Santa Barbara County debuts renewable energy facility

Van Dyk Recycling Solutions supplied equipment for the MRF.

john dewey
John Dewey, CEO of Mustang Renewable Power Ventures, speaks during the ReSource Center grand opening.

Santa Barbara County officials, staff, engineers and contractors gathered July 16 at the Tajiguas landfill in Santa Barbara, California, for the grand opening of the ReSource Center, the county’s new recycling and waste management facility. The new facility with process waste that is collected within the county, turning it into recyclables and renewable energy, boosting the county’s diversion rate to 85 percent, a 60 percent increase, according to a news release from Van Dyk Recycling Solutions, the company that supplied the sorting system for the site’s material recovery facility (MRF). By dramatically reducing the volume of landfilled material, the ReSource Center will help extend the landfill’s by a decade.

The ReSource Center will accept solid waste from the South Coast and Santa Ynez Valley areas of Santa Barbara County, including the unincorporated communities in these areas, and from the California cities of Santa Barbara, Goleta, Solvang and Buellton.

Santa Barbara Supervisor Joan Hartmann said at the opening that the facility “allows for recycling and reuse of materials, turning a liability into an asset,” according to the news release.

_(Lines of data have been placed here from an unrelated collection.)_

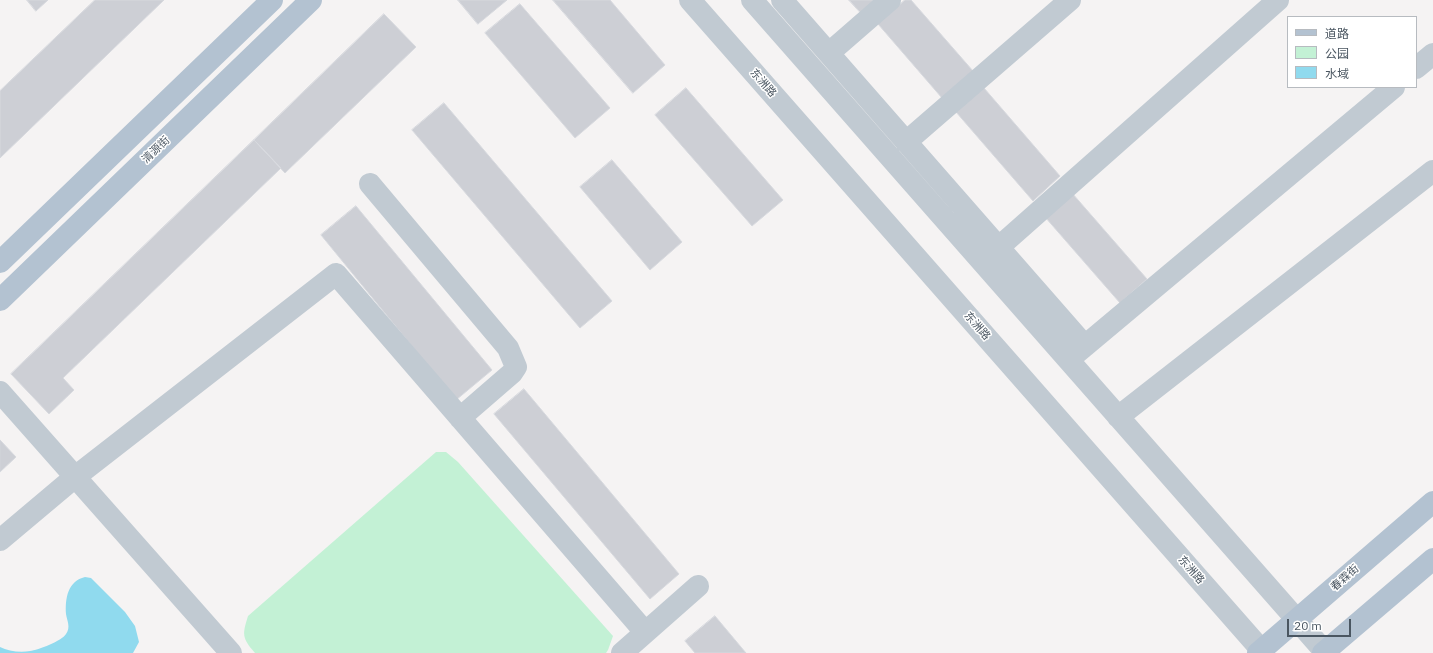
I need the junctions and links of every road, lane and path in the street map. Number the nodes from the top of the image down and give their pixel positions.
1 (272, 0) edge
2 (311, 0) edge
3 (690, 0) edge
4 (752, 0) edge
5 (782, 0) edge
6 (890, 0) edge
7 (1070, 0) edge
8 (1278, 0) edge
9 (829, 53) junction
10 (1433, 54) edge
11 (1417, 67) edge
12 (1393, 88) edge
13 (906, 142) junction
14 (1433, 171) edge
15 (370, 184) dead end
16 (998, 247) junction
17 (0, 262) edge
18 (0, 300) edge
19 (1085, 346) junction
20 (1068, 360) junction
21 (0, 392) edge
22 (1118, 417) junction
23 (460, 418) junction
24 (75, 477) junction
25 (1433, 502) edge
26 (0, 540) edge
27 (1433, 559) edge
28 (698, 586) dead end
29 (1296, 620) junction
30 (646, 632) junction
31 (1261, 652) edge
32 (231, 653) edge
33 (622, 653) edge
34 (1324, 653) edge

1 - 17 main road
2 - 18 main road, 清源街
3 - 31 street, 东洲路
4 - 20 street
5 - 9 street
6 - 9 street
7 - 13 street
8 - 16 street
9 - 13 street
10 - 11 street
12 - 19 street
13 - 16 street
14 - 22 street
15 - 23 street
16 - 19 street
19 - 20 street
20 - 22 street
21 - 24 street
22 - 29 street
23 - 24 street
23 - 30 street
24 - 26 street
24 - 32 street
25 - 29 main road, 春霖街
27 - 34 main road
28 - 30 street
29 - 31 main road, 春霖街
29 - 34 street
30 - 33 street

The ReSource Center receives 600 to 700 tons of waste and 150 to 80 tons of recyclables per day and anticipates processing between 150,000 and 180,000 tons of trash and recyclables annually. The MRF, which is operated by Marborg Industries of Santa Barbara, sorts through the waste and separates it by size, weight, density and composition. The equipment supplied by Van Dyk Recycling Solutions of Norwalk, Connecticut, includes size reducers for liberating bags, 3D trommels, anti-wrapping screens, air density separators, elliptical separators, 11 optical sorters to identify recyclables by composition and a high-capacity baler from Bollegraaf Recycling Solutions.

Referring to the county’s commitment to having a recycling, renewable energy, anaerobic digestion and composting facility at a single site, John Dewey, CEO of Mustang Renewable Power Ventures, the project developer, said, “Nobody else has done it like this in a single location with all these various components.”

In addition to recyclables, the ReSource Center recovers organic material, such as food scraps and other wet, heavy material. Organic waste makes up around 40 to 45 percent of the county’s trash. Once recovered, this waste is transferred to the anaerobic digestor on-site, where it is dumped into heated tunnels and sealed airtight. It is then pumped with a mixture of 97 percent water and 3 percent cattle manure to start the digestion process. The natural bacteria in the manure breaks down the organic waste to produce methane gas, which is then harnessed to create renewable electricity that is sold back to SoCal Edison (Southern California’s primary electricity supply company). The electricity produced is enough to power the Resource Center itself, as well as 1,000 to 1,200 homes, Van Dyk says. Additionally, the amount of carbon emissions contained in this process is the equivalent of removing 29,000 cars from the road each year.

The leftover material in the anaerobic digester tunnels is then sent to the site’s composter, where any remaining glass or film plastic is removed and the compost is dried out. The county already has demand for the compost from local farmers, according to Van Dyk, which supplied the densimetric table that was manufactured by Allgaier Process Technology.

Leslie Wells, deputy Public Works director, says the facility allows Santa Barbara to take responsibility for its own waste material and turn it into benefits for the community.